▶ WHAT THE TASK ASKS
Return each line of the records holding the string "Parkside".

▶ PROVIDED DATA
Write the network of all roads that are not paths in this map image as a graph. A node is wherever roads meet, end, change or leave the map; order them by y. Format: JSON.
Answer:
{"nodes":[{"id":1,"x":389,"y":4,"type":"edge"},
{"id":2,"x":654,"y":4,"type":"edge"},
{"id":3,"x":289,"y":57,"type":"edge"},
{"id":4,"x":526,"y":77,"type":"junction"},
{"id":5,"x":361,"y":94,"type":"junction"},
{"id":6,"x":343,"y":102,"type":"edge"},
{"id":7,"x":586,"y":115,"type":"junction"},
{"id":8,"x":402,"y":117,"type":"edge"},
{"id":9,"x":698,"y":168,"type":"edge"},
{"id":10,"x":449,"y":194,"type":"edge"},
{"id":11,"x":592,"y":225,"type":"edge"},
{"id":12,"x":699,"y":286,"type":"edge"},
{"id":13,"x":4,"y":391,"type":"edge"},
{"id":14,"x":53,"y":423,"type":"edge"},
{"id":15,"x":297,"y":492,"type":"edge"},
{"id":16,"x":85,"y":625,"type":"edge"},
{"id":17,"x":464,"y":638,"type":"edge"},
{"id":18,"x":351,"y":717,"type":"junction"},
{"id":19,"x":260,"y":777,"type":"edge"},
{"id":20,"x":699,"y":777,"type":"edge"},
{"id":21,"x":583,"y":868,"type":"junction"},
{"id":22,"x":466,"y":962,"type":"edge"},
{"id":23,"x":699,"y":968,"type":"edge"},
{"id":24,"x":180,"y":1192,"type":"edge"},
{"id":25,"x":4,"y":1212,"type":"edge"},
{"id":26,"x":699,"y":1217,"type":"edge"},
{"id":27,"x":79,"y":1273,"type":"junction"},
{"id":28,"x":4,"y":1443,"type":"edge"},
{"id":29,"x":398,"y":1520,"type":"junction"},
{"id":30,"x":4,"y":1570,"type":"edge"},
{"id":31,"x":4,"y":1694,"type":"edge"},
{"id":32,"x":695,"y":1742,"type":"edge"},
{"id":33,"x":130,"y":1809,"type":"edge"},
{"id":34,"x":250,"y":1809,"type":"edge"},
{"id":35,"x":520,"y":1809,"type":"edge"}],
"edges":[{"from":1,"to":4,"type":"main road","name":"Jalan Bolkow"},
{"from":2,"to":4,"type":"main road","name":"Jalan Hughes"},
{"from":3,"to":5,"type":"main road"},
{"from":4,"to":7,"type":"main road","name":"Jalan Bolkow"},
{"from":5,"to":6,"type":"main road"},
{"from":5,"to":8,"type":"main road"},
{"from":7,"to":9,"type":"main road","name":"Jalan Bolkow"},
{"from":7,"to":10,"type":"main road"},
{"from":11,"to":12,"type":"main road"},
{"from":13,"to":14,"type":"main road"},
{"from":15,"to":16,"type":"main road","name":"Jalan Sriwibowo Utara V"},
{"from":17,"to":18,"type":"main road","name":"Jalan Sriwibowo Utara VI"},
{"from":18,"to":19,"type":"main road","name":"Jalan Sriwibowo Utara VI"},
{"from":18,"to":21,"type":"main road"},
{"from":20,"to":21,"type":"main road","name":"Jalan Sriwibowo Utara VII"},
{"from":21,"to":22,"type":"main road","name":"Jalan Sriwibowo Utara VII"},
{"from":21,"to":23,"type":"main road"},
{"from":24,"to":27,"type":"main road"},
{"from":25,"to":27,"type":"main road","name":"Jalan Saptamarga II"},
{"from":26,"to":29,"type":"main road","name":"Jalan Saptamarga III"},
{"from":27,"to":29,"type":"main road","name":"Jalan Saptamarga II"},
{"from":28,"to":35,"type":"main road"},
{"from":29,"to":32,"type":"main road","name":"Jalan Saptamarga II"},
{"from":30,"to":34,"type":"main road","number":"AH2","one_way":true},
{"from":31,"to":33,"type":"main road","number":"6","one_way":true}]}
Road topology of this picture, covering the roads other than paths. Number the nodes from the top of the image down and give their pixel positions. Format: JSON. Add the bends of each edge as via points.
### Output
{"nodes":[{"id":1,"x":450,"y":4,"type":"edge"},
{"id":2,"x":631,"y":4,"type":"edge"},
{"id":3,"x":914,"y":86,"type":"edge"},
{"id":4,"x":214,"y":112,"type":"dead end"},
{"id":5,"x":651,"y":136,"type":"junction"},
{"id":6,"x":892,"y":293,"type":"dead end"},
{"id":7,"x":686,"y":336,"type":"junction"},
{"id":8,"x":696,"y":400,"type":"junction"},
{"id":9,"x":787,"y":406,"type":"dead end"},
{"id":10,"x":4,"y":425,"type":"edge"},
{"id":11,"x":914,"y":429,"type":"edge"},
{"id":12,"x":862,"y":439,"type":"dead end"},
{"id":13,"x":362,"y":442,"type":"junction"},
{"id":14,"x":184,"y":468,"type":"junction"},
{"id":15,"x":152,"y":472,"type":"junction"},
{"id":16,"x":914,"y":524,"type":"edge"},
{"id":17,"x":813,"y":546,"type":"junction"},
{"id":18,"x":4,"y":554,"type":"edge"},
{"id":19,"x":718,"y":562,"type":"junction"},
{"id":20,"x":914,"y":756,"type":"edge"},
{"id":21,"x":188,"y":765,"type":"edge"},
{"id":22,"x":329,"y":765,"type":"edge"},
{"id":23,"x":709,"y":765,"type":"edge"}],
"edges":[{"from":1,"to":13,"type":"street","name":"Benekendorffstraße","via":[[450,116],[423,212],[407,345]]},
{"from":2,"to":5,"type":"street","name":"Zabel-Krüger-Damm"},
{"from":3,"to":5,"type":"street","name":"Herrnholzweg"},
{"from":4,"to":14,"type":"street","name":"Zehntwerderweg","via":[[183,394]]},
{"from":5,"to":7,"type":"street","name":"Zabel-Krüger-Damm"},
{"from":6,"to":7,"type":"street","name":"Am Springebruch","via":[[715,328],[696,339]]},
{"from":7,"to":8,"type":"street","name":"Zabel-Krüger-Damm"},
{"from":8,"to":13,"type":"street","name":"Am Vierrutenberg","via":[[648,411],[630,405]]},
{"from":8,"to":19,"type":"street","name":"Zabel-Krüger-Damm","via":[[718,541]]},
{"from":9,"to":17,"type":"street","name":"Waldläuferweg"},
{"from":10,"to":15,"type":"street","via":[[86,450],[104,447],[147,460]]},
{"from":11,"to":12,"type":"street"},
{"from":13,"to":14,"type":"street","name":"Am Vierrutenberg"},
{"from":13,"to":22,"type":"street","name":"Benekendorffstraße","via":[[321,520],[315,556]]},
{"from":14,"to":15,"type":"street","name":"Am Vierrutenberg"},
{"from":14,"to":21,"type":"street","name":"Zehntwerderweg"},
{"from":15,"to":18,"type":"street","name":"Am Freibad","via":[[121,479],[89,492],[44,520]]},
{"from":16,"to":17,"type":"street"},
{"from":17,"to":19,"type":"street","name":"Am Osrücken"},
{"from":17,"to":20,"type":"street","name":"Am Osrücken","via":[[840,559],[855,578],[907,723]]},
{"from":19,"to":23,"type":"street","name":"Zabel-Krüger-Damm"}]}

...

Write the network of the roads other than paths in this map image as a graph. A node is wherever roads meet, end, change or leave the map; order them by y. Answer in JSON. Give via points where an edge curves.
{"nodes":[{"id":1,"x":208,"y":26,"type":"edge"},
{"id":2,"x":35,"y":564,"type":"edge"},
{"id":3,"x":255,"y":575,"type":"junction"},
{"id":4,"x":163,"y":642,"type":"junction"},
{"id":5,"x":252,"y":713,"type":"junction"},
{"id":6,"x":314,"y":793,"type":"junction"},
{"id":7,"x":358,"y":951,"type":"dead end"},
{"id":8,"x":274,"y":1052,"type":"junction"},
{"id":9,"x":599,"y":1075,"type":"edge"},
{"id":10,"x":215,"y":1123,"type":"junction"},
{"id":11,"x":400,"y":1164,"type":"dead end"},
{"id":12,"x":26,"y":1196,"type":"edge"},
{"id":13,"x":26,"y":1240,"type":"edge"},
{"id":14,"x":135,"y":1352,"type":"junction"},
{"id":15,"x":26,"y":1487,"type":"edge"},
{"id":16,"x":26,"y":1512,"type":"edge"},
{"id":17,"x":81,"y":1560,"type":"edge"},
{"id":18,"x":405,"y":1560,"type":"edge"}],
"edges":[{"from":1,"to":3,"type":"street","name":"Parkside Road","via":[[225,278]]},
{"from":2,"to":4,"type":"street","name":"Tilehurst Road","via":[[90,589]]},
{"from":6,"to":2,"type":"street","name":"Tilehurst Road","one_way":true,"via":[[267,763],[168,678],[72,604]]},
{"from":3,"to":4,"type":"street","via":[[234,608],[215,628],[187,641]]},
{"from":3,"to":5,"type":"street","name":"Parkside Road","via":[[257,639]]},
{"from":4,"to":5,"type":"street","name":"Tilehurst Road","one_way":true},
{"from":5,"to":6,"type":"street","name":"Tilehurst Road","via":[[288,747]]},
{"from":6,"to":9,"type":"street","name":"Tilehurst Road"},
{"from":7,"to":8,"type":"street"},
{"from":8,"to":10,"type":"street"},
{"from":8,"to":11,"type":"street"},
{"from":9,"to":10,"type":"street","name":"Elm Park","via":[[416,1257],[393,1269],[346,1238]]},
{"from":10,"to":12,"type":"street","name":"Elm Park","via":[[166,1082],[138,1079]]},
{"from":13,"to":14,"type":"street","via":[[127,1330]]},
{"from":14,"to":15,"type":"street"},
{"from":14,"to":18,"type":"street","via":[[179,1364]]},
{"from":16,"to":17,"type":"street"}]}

▶ RESULT FOR THIS EXERCISE
"edges":[{"from":1,"to":3,"type":"street","name":"Parkside Road","via":[[225,278]]},
{"from":3,"to":5,"type":"street","name":"Parkside Road","via":[[257,639]]},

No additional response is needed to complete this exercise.